• **PROBLEM DESCRIPTION**
Would you transcribe exactly the lines from the beginning of the records below through the line with "w h .min e 2", both included, omitting the pictures?

• **RECORDS PROVIDED**
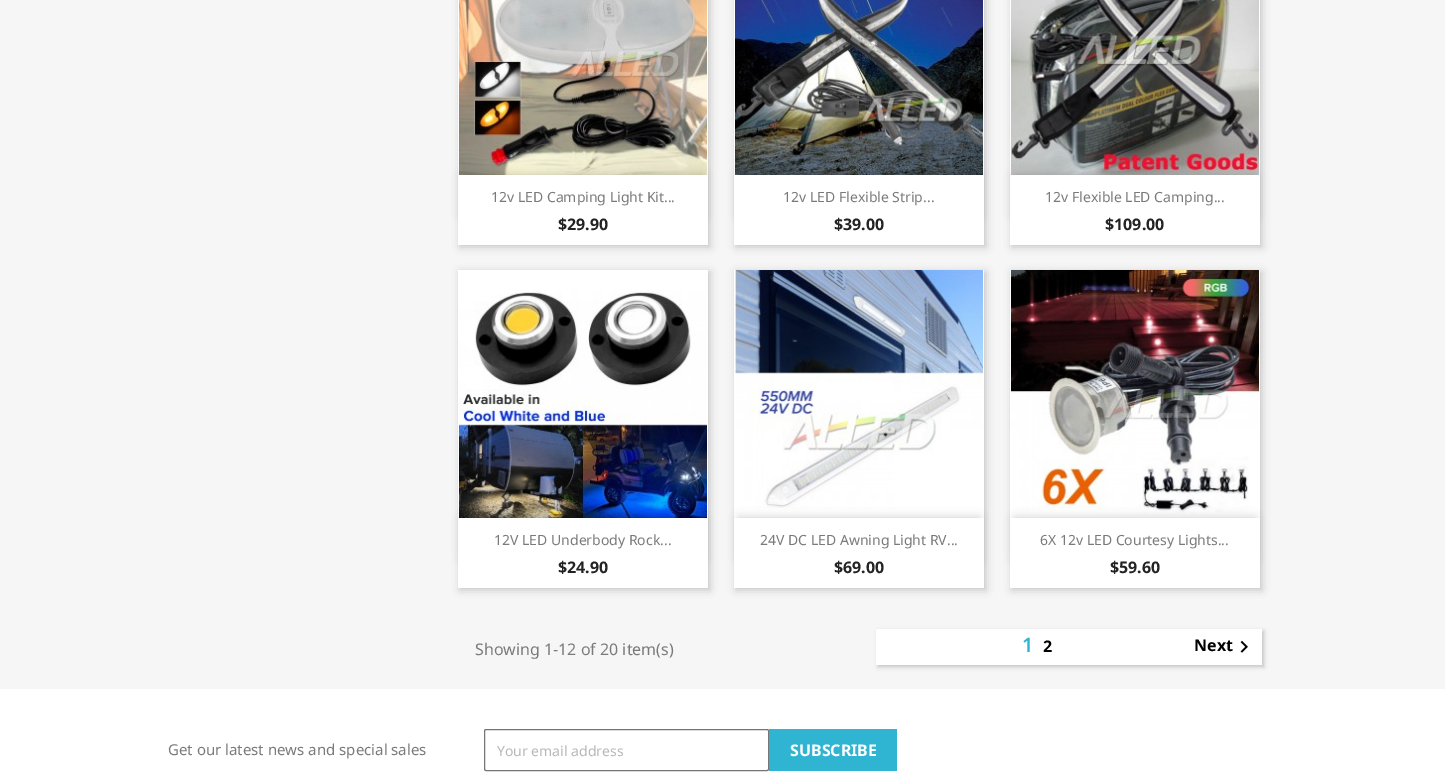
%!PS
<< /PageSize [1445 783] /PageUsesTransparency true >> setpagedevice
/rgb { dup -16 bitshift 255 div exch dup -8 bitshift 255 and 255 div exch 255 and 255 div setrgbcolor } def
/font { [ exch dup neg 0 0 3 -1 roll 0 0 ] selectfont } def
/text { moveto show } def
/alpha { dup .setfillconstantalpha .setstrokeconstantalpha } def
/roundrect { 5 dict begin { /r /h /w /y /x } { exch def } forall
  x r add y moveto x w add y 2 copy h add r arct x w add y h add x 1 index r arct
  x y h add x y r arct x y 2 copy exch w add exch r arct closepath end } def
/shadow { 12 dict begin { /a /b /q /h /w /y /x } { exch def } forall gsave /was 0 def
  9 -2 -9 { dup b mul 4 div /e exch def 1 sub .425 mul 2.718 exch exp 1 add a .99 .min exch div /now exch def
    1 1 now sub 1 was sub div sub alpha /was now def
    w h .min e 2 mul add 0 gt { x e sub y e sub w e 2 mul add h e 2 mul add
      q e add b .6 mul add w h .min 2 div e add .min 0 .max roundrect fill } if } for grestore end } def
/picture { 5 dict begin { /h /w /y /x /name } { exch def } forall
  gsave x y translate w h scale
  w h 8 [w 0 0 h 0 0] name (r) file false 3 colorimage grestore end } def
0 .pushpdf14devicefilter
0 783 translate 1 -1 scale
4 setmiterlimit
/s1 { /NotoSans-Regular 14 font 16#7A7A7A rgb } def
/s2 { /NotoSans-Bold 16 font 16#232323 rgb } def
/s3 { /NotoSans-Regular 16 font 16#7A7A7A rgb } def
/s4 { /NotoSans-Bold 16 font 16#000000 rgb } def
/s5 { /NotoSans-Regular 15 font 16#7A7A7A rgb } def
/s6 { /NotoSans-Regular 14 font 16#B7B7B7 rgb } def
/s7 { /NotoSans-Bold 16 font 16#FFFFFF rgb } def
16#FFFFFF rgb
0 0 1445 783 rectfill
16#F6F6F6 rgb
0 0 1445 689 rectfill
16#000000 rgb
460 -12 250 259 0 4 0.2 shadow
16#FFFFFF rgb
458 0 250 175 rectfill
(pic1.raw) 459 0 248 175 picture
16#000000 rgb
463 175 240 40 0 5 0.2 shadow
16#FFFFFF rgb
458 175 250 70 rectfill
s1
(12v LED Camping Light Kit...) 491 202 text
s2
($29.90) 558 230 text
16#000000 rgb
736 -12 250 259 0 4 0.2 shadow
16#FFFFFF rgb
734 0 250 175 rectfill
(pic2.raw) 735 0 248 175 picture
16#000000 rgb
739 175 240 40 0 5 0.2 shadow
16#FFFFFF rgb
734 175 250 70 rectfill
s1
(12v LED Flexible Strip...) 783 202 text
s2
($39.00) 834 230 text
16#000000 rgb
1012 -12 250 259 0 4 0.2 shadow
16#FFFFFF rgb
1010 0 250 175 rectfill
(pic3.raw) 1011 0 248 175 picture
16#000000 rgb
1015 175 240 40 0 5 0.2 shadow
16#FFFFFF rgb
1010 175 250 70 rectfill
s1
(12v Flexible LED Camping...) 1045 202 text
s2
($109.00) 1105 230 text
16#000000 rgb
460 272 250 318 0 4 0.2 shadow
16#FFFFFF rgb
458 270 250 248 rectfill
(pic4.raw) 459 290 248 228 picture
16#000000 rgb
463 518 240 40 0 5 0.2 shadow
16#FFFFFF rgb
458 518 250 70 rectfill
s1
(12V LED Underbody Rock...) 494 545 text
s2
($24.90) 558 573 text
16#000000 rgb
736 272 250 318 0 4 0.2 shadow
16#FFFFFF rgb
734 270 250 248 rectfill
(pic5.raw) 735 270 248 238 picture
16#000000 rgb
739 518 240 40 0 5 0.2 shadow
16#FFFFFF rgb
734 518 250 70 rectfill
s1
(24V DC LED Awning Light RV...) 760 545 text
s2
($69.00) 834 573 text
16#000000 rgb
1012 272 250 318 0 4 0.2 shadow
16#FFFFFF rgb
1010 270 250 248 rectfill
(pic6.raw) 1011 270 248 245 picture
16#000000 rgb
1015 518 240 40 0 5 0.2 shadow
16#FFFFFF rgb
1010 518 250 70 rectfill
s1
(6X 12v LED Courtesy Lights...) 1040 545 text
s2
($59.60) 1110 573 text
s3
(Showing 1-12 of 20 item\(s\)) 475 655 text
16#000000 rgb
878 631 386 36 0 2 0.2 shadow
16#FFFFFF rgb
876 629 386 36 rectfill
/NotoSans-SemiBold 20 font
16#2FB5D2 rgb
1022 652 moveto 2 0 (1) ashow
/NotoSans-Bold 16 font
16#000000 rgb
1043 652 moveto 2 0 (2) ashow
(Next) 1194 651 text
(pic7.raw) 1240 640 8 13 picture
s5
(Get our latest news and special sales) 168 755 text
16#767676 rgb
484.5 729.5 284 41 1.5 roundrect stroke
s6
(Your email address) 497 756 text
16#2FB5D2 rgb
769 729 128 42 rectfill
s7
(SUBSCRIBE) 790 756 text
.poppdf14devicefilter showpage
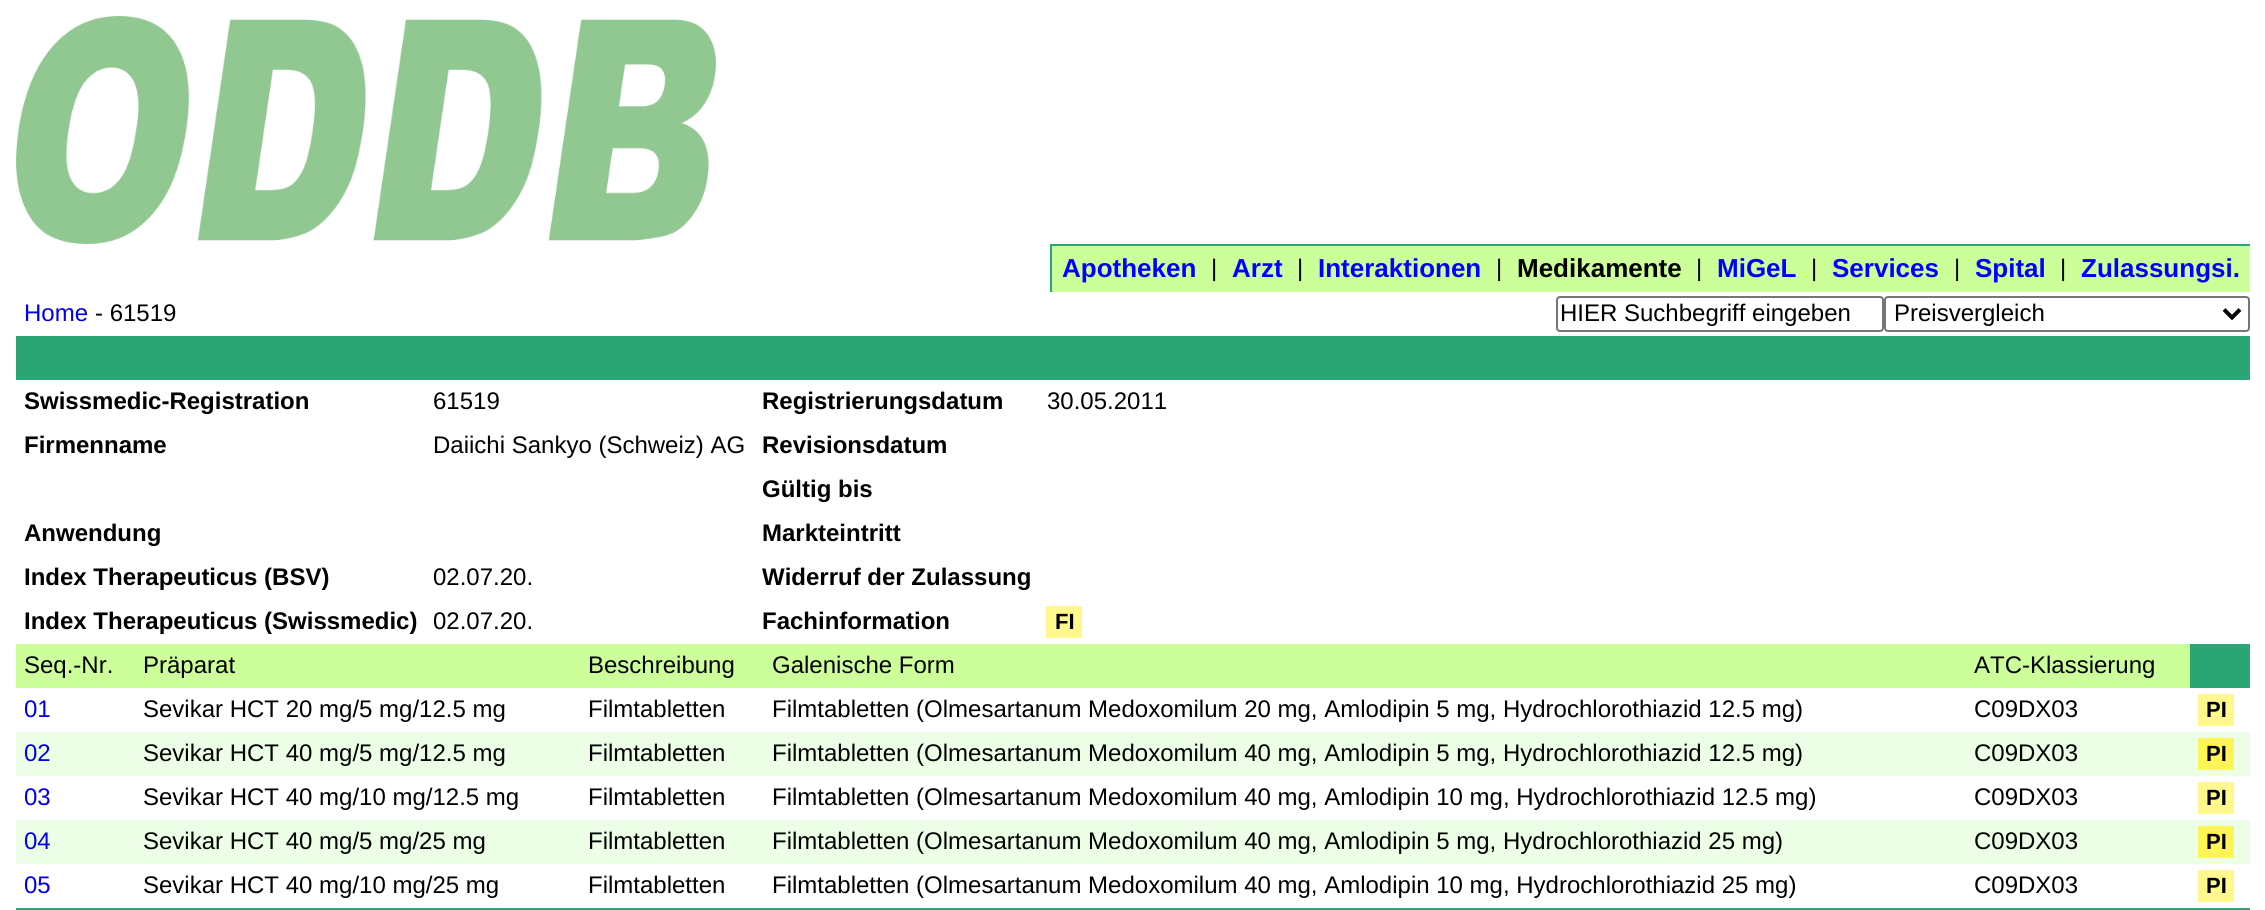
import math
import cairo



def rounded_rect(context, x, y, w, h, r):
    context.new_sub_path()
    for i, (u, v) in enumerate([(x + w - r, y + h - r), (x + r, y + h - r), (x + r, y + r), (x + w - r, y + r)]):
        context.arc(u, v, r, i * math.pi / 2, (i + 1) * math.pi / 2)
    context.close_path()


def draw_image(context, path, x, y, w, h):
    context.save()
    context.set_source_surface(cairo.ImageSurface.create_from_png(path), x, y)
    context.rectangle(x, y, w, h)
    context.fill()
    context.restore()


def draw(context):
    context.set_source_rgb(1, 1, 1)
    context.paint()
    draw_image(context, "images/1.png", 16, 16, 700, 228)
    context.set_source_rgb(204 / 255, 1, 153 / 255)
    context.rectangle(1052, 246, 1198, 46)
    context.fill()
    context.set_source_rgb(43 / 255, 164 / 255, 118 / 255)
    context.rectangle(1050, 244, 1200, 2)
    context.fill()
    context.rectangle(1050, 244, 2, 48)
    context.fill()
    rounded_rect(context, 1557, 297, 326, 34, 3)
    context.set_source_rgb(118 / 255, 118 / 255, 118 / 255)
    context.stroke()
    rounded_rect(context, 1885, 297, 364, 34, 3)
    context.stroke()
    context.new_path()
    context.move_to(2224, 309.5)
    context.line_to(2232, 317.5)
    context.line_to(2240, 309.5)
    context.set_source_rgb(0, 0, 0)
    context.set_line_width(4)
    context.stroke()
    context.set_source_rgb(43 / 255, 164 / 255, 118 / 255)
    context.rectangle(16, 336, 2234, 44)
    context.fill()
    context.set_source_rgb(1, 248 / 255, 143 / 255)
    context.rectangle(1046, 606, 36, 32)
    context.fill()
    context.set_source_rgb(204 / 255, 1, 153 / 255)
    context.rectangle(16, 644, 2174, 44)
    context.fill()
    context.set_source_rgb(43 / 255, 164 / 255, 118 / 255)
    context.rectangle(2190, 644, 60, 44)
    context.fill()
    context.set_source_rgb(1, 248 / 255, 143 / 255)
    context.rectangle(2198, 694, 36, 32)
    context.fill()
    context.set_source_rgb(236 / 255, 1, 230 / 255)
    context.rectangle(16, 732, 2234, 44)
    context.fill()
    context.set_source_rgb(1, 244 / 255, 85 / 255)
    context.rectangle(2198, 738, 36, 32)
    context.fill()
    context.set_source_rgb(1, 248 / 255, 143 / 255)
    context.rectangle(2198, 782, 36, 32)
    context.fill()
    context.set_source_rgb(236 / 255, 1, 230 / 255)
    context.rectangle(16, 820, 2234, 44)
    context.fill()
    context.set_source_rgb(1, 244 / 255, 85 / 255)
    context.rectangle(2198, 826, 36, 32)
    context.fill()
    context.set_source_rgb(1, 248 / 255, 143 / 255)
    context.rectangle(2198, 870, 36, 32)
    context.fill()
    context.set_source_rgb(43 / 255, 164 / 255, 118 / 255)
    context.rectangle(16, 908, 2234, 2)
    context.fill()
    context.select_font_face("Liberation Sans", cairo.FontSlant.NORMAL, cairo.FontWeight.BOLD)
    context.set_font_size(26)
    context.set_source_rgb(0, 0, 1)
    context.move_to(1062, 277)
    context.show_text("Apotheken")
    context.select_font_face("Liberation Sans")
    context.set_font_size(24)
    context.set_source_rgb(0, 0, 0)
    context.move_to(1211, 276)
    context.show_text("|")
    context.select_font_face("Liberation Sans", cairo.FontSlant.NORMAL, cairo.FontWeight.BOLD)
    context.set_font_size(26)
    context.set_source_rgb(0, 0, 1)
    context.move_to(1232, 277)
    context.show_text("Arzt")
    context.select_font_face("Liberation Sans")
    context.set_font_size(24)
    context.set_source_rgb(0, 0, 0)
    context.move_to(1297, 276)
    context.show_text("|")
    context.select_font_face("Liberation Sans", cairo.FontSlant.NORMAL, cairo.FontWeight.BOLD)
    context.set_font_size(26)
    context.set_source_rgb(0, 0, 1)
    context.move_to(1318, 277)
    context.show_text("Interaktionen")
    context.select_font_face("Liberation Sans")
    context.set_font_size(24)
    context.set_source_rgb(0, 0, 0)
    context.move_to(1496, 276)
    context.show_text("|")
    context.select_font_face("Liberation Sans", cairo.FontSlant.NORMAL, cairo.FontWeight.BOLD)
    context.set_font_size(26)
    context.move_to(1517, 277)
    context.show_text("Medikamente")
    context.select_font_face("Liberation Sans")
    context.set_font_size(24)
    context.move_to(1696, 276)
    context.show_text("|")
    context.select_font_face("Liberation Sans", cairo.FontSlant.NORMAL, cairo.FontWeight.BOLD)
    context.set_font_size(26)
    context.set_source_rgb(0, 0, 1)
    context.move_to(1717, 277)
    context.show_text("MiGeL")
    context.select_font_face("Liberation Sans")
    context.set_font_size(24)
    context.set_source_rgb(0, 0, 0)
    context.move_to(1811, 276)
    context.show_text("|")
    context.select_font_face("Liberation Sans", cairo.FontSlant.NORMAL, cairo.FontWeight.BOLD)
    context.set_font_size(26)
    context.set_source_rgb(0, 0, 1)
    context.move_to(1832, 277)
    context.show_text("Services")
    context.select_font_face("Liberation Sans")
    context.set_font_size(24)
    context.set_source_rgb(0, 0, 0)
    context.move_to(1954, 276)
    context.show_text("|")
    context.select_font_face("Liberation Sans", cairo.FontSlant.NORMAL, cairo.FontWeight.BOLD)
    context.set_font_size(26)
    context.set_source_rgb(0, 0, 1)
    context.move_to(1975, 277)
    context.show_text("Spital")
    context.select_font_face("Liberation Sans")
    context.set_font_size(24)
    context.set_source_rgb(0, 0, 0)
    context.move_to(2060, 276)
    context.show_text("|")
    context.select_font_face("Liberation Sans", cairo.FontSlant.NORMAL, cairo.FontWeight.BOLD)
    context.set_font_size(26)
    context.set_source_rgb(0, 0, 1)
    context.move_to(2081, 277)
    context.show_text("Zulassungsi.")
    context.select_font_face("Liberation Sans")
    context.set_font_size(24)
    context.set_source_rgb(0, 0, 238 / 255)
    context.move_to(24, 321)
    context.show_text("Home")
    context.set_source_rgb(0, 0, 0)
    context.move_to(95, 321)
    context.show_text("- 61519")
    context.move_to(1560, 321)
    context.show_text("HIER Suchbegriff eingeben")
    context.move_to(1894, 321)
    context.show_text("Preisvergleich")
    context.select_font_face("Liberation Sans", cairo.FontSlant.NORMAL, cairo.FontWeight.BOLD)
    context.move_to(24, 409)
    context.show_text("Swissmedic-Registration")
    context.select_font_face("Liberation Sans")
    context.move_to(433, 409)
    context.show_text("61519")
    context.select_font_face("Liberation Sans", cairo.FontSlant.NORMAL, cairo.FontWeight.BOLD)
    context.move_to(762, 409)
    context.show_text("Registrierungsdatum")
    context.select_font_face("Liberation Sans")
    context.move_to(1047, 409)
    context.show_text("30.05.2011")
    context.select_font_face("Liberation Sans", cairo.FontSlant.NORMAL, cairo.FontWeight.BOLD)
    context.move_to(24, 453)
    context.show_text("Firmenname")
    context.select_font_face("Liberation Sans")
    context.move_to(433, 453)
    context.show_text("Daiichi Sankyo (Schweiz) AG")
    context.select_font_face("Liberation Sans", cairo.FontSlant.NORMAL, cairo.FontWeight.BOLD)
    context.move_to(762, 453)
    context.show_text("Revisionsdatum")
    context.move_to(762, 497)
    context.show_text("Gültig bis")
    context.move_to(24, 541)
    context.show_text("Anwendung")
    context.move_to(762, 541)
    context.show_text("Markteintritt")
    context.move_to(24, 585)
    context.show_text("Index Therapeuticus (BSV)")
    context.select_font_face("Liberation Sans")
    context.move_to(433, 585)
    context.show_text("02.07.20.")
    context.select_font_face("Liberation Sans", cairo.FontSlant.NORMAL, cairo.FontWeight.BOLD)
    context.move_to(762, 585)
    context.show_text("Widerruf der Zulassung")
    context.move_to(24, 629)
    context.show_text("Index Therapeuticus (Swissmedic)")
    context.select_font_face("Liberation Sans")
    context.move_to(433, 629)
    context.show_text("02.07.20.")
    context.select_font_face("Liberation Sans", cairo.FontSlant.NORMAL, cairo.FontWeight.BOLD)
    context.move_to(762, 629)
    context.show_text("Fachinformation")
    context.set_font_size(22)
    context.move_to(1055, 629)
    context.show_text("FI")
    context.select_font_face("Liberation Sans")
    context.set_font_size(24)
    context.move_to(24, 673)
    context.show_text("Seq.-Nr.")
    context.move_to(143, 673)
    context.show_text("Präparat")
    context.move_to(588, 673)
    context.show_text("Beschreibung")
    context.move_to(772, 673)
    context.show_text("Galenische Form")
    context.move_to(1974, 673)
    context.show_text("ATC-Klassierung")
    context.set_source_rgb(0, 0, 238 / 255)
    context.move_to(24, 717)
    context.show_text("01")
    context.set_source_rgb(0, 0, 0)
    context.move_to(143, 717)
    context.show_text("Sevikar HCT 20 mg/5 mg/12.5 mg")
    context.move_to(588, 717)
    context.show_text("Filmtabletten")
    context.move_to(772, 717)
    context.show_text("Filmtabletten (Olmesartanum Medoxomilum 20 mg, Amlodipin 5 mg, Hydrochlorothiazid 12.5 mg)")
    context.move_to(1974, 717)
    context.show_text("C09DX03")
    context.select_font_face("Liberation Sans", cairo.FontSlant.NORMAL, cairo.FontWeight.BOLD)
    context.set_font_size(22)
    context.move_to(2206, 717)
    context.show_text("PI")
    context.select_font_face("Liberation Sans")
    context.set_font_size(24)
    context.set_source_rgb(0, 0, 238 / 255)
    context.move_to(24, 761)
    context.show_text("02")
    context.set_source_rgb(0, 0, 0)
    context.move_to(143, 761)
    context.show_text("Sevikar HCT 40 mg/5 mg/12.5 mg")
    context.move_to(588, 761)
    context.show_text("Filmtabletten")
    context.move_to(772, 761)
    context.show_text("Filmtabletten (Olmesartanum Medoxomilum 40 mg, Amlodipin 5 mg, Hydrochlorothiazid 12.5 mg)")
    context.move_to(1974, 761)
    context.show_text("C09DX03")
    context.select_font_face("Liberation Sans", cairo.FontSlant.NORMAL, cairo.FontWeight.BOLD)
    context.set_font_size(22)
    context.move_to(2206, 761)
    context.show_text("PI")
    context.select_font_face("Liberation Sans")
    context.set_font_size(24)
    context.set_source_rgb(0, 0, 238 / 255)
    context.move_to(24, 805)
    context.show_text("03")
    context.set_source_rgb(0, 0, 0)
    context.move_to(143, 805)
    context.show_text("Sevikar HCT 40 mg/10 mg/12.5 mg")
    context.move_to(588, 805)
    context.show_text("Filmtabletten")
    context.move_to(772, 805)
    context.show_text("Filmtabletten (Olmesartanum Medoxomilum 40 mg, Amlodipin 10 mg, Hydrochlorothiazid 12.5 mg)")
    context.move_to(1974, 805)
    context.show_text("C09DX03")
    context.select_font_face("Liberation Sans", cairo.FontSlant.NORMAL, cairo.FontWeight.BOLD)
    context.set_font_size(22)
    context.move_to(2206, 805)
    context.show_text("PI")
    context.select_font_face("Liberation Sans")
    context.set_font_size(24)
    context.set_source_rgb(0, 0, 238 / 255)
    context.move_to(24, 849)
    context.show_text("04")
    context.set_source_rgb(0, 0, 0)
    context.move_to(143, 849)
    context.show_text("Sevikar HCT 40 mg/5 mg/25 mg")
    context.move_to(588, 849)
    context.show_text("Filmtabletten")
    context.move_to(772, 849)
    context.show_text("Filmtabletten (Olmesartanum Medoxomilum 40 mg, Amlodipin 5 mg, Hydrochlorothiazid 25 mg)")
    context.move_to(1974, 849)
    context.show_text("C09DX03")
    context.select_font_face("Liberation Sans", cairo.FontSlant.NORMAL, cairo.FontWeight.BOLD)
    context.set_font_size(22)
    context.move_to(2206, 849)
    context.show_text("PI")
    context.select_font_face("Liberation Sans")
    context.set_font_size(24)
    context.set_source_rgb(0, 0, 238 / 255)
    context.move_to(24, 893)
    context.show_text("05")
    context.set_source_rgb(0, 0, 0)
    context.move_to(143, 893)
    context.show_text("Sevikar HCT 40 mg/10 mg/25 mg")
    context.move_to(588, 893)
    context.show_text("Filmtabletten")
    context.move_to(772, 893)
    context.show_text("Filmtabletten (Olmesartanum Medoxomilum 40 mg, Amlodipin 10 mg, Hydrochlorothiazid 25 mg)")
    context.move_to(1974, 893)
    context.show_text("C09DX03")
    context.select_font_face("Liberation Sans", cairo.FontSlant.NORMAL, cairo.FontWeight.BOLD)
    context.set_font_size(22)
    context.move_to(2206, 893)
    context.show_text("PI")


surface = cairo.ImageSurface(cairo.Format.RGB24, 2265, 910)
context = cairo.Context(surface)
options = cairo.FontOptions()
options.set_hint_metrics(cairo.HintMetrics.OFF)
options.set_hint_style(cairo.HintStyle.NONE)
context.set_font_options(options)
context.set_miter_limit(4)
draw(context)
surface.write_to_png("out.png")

• **EXERCISE RESPONSE**
%!PS
<< /PageSize [1445 783] /PageUsesTransparency true >> setpagedevice
/rgb { dup -16 bitshift 255 div exch dup -8 bitshift 255 and 255 div exch 255 and 255 div setrgbcolor } def
/font { [ exch dup neg 0 0 3 -1 roll 0 0 ] selectfont } def
/text { moveto show } def
/alpha { dup .setfillconstantalpha .setstrokeconstantalpha } def
/roundrect { 5 dict begin { /r /h /w /y /x } { exch def } forall
  x r add y moveto x w add y 2 copy h add r arct x w add y h add x 1 index r arct
  x y h add x y r arct x y 2 copy exch w add exch r arct closepath end } def
/shadow { 12 dict begin { /a /b /q /h /w /y /x } { exch def } forall gsave /was 0 def
  9 -2 -9 { dup b mul 4 div /e exch def 1 sub .425 mul 2.718 exch exp 1 add a .99 .min exch div /now exch def
    1 1 now sub 1 was sub div sub alpha /was now def
    w h .min e 2 mul add 0 gt { x e sub y e sub w e 2 mul add h e 2 mul add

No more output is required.